The DAM results in a schedule that represents a financial commitment to supply a certain level of output at a particular location on the network. Despite the fact that the DAM does not come with a physical commitment, there is an inherent financial incentive to follow the DAM schedule. If a firm underdelivers from its DAM schedule, they must buy back this quantity in the RTM. This exposes the firm to financial risk that can be considerable if RTM conditions are tight (resulting in a potentially very high RTM price). Because of these strong financial incentives, and the fact that the DAM schedule is feasible by construction, most DAM bids go on to physical delivery.[17]

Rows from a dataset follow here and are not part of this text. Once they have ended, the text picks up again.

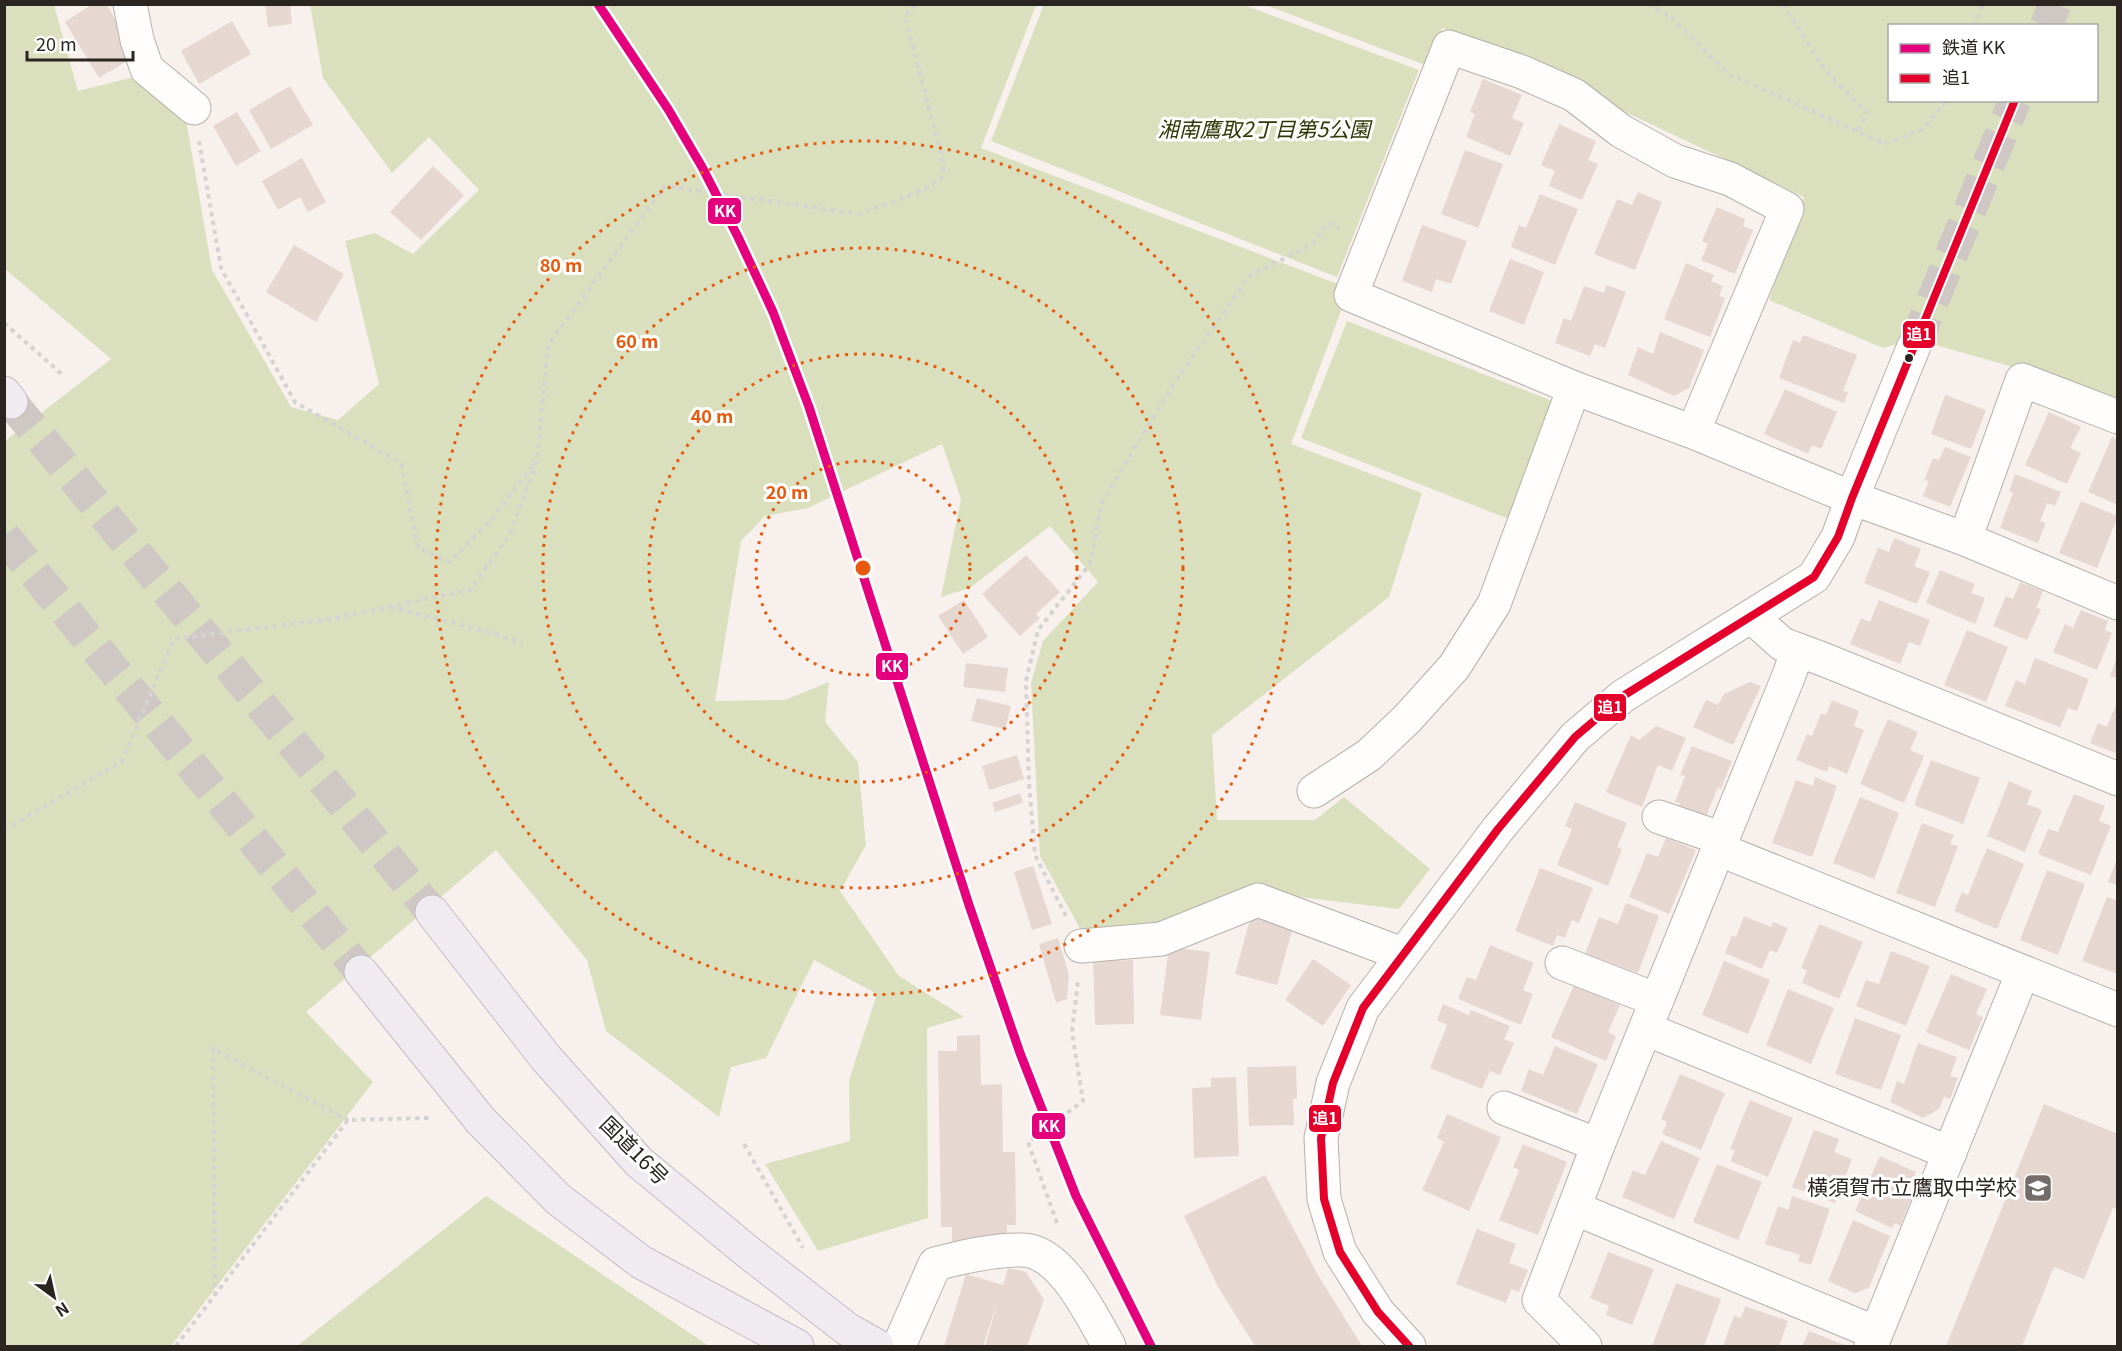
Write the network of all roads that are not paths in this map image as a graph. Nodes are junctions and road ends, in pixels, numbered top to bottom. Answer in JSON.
{"nodes":[{"id":1,"x":130,"y":4,"type":"edge"},
{"id":2,"x":194,"y":108,"type":"road end"},
{"id":3,"x":1914,"y":346,"type":"tunnel mouth"},
{"id":4,"x":1574,"y":388,"type":"junction"},
{"id":5,"x":2118,"y":417,"type":"edge"},
{"id":6,"x":1693,"y":432,"type":"junction"},
{"id":7,"x":1852,"y":498,"type":"junction"},
{"id":8,"x":1965,"y":539,"type":"junction"},
{"id":9,"x":2118,"y":603,"type":"edge"},
{"id":10,"x":1752,"y":617,"type":"junction"},
{"id":11,"x":1798,"y":650,"type":"junction"},
{"id":12,"x":2118,"y":779,"type":"edge"},
{"id":13,"x":1314,"y":791,"type":"dead end"},
{"id":14,"x":1659,"y":817,"type":"dead end"},
{"id":15,"x":1720,"y":844,"type":"junction"},
{"id":16,"x":432,"y":912,"type":"tunnel mouth"},
{"id":17,"x":1081,"y":946,"type":"road end"},
{"id":18,"x":1402,"y":954,"type":"junction"},
{"id":19,"x":1562,"y":963,"type":"dead end"},
{"id":20,"x":361,"y":972,"type":"tunnel mouth"},
{"id":21,"x":2023,"y":972,"type":"junction"},
{"id":22,"x":2118,"y":1010,"type":"edge"},
{"id":23,"x":1651,"y":1014,"type":"junction"},
{"id":24,"x":1504,"y":1108,"type":"dead end"},
{"id":25,"x":1598,"y":1144,"type":"junction"},
{"id":26,"x":1950,"y":1153,"type":"junction"},
{"id":27,"x":1574,"y":1208,"type":"junction"},
{"id":28,"x":1873,"y":1340,"type":"edge"},
{"id":29,"x":797,"y":1347,"type":"edge"},
{"id":30,"x":877,"y":1347,"type":"edge"},
{"id":31,"x":899,"y":1347,"type":"edge"},
{"id":32,"x":1109,"y":1347,"type":"edge"},
{"id":33,"x":1408,"y":1347,"type":"edge"},
{"id":34,"x":1585,"y":1347,"type":"edge"}],
"edges":[{"from":1,"to":2,"type":"street"},
{"from":3,"to":7,"type":"street"},
{"from":4,"to":6,"type":"street"},
{"from":4,"to":6,"type":"street"},
{"from":4,"to":13,"type":"street"},
{"from":5,"to":8,"type":"street"},
{"from":6,"to":7,"type":"street"},
{"from":7,"to":8,"type":"street"},
{"from":7,"to":10,"type":"street"},
{"from":8,"to":9,"type":"street"},
{"from":10,"to":11,"type":"street"},
{"from":10,"to":18,"type":"street"},
{"from":11,"to":12,"type":"street"},
{"from":11,"to":15,"type":"street"},
{"from":14,"to":15,"type":"street"},
{"from":15,"to":21,"type":"street"},
{"from":15,"to":23,"type":"street"},
{"from":16,"to":30,"type":"highway","name":"国道16号"},
{"from":17,"to":18,"type":"street"},
{"from":18,"to":33,"type":"street"},
{"from":19,"to":23,"type":"street"},
{"from":20,"to":29,"type":"highway"},
{"from":21,"to":22,"type":"street"},
{"from":21,"to":26,"type":"street"},
{"from":23,"to":25,"type":"street"},
{"from":23,"to":26,"type":"street"},
{"from":24,"to":25,"type":"street"},
{"from":25,"to":27,"type":"street"},
{"from":26,"to":28,"type":"street"},
{"from":27,"to":28,"type":"street"},
{"from":27,"to":34,"type":"street"},
{"from":31,"to":32,"type":"street"}]}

By considering the physical constraints of the system, the DAM and RTM market-clearing processes result in location-specific prices for each node on the network. These prices reflect the as-bid cost of serving an additional MWh of energy at a specific location on the network. This design is referred to as nodal pricing or locational marginal pricing (LMP). When there is no transmission congestion, the cost of serving demand at any given node is the same across all nodes. It simply reflects the cost of serving an additional MWh of supply from the market-level supply curve. However, when there is congestion, prices can diverge across nodes on the network, capturing the cost of addressing congestion. In these designs, generators often face the local nodal price, while end-users face a regional (zonal) weighted average price. It is important to emphasize that this market design addresses congestion within the wholesale bidding and market dispatch process. As a result, it does not require a secondary mechanism that addresses congestion via re-dispatch processes that have been shown to create market distortions and inefficiencies, as noted above.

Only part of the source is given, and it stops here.